番外・独演

私は、きっとこの場の誰よりも賢く、誰よりも上手に、その人生を送っている。


私には、そんな自信があった。小学校も中学校も、科目をこなすだけの簡単な作業だった。ただ大人の言う通り生きればいいだけ。それだけで家族は喜ぶし、それだけで私の評価は上がる。こんなに単純にできているのに、何でそれをしないんだろう。他の同級生に、そんな冷めた目を向けていた。


高校生になっても、何も変わらなかった。選択肢が多少増えるだけで、同じように生きればいいだけだった。

強制的に部活動はやらなきゃいけなかったので、私は囲碁将棋部の見学に行った。別に興味があったわけではないけれど、一番目標がなさそうだったから。

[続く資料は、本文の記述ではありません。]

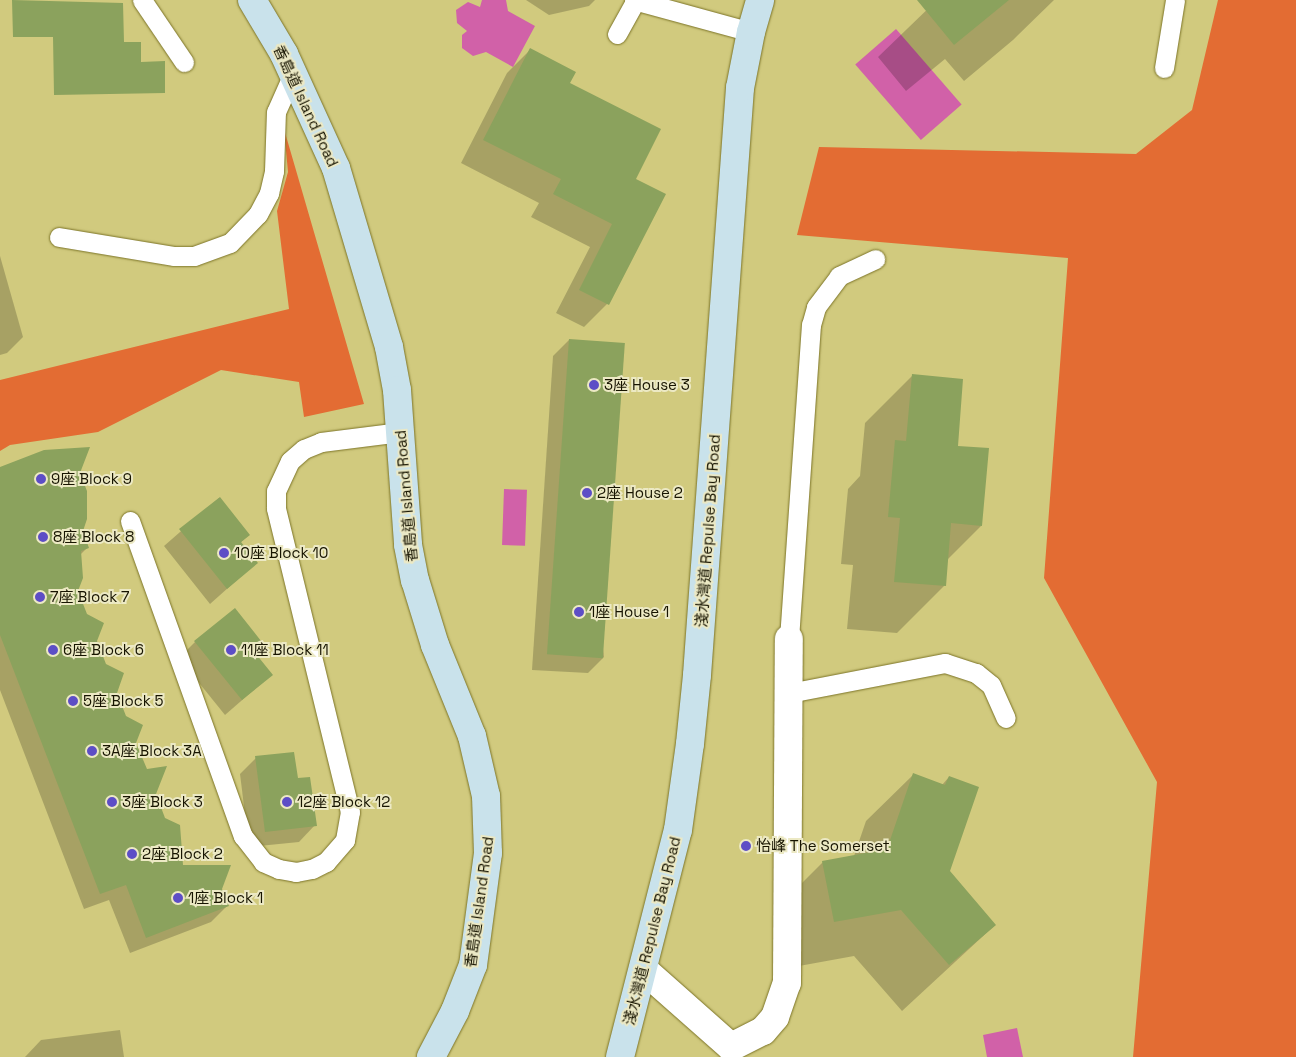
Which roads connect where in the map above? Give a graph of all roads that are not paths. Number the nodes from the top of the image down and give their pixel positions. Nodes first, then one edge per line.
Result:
1 (142, 0) edge
2 (252, 0) edge
3 (760, 0) edge
4 (1175, 0) edge
5 (634, 1) edge
6 (750, 32) junction
7 (617, 34) dead end
8 (184, 62) dead end
9 (1164, 68) dead end
10 (292, 76) junction
11 (59, 237) dead end
12 (875, 258) dead end
13 (400, 432) junction
14 (130, 521) dead end
15 (789, 640) joint
16 (789, 693) junction
17 (1006, 718) dead end
18 (644, 970) junction
19 (729, 1052) edge
20 (431, 1057) edge
21 (620, 1057) edge

1 - 8 lane
2 - 10 main road, 香島道 Island Road
3 - 6 main road, 淺水灣道 Repulse Bay Road
4 - 9 lane
5 - 6 lane
5 - 7 lane
6 - 18 main road, 淺水灣道 Repulse Bay Road
10 - 11 lane
10 - 13 main road, 香島道 Island Road
12 - 15 lane
13 - 14 lane
13 - 20 main road, 香島道 Island Road
15 - 16 street
16 - 17 lane
16 - 19 street
18 - 19 street
18 - 21 main road, 淺水灣道 Repulse Bay Road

老朽化の進む旧校舎の一角に挨拶をしに行くと、そこにいたのは数人の男子だった。


その内の一人が、私に話しかける。


「…新入生?よろしく」


…人の目というのは、口くらいにものを言う。初対面の人間は大体、見た目を評価するような目をするものなのに。この人は私に対して、些細な舞台装置みたいな目を向けて、すぐに視線を本に戻した。


変な人だけど、やりやすそうだと思った。


それ以外の人はやっぱり、私の見た目を評価するような目付きだった。…別に嫌なわけではないけれど、いい気分はしなかった。


だから私は、私に興味のないその人に部活の説明を求めた。案の定何の目標もなさそうだった。…何も見えていない人間の、逃げ場みたいな場所だと思った。

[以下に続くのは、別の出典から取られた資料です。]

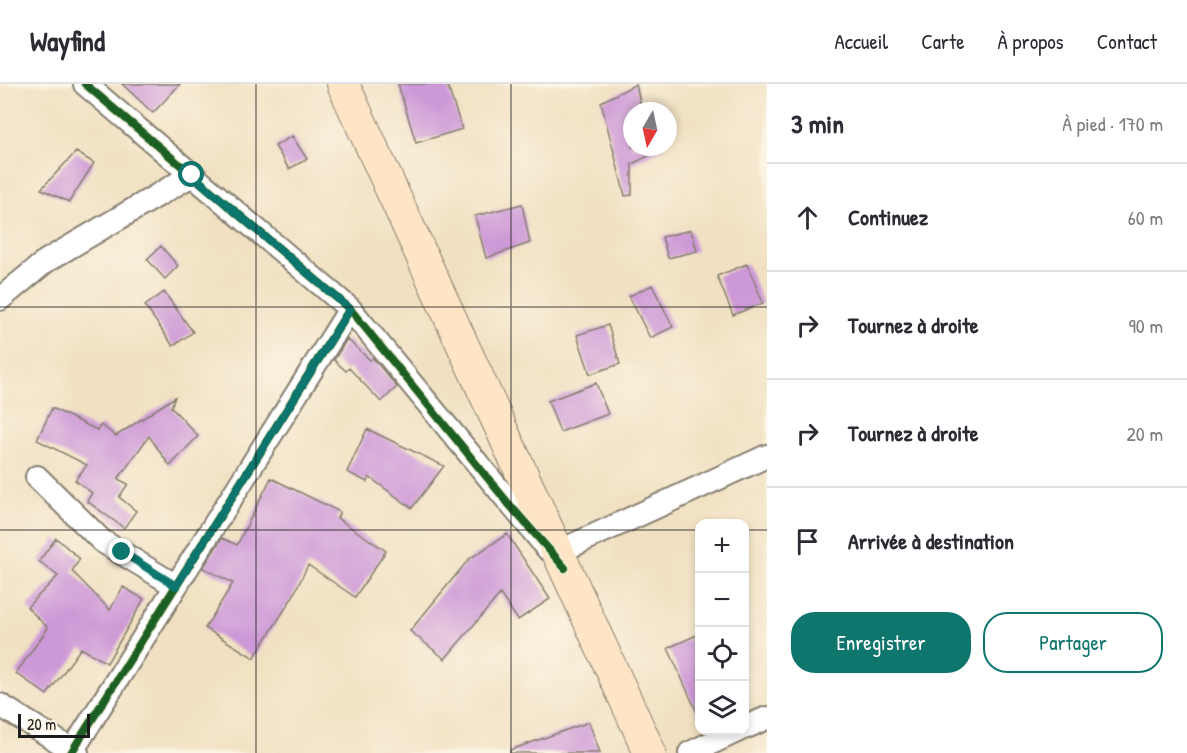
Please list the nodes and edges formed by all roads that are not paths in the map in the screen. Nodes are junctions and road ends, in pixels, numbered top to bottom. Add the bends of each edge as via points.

次の日、私は入部届けを持って部室に向かった。昨日とは違う何人かが暇を潰している。部室の隅に、あの人はいた。私は入部届けを手渡した。


「これからよろしくお願いします」


作りものの笑顔を責めるでも褒めるでもなく、よろしく、と興味なさげな返事をされる。


「一応…俺、須貝薊」


すがい、あざみ。頭の中で、それを記憶しようと反芻する。

なんだか女の子みたいな名前だ。本人と違って、可愛げがある。私はそれが面白くて、須貝さんの目を見て笑う。須貝さんは、何が面白いのか分からないという顔をした。


部活の時間が終わると、数人の先輩が新入生歓迎会だと言って私を連れ出した。母に今日は遅れると連絡すると、何故だか嬉しそうな反応だった。


行った場所はゲームセンターだった。クレーンゲームだとか、コインゲームだとか、先輩達は思い思いの好きなゲームをやり始める。


所狭しとゲームが置かれる場所で、隅の方に追いやられたアーケードゲーム。実は私は、このゲームに自信があった。ゲームは退屈な日々に、非日常感をくれる。だから、私はそれに没頭していた。


須貝さんは割と義理堅いらしく、君の歓迎会だから、と好きなゲームを聞いてきた。私が答えると、初めて見る笑顔で、対戦しようと言ってきた。


…結果から言えば、ボロ負けだった。人生で初めてというくらいの。須貝さんは感心したように、上手だねと言ってきた。私はムキになって、何度も何度も対戦を挑んだ。


須貝さんは毎回応じてくれた。だけど勝つチャンスやろくな隙すら与えてくれることはなく、何度やっても完敗だった。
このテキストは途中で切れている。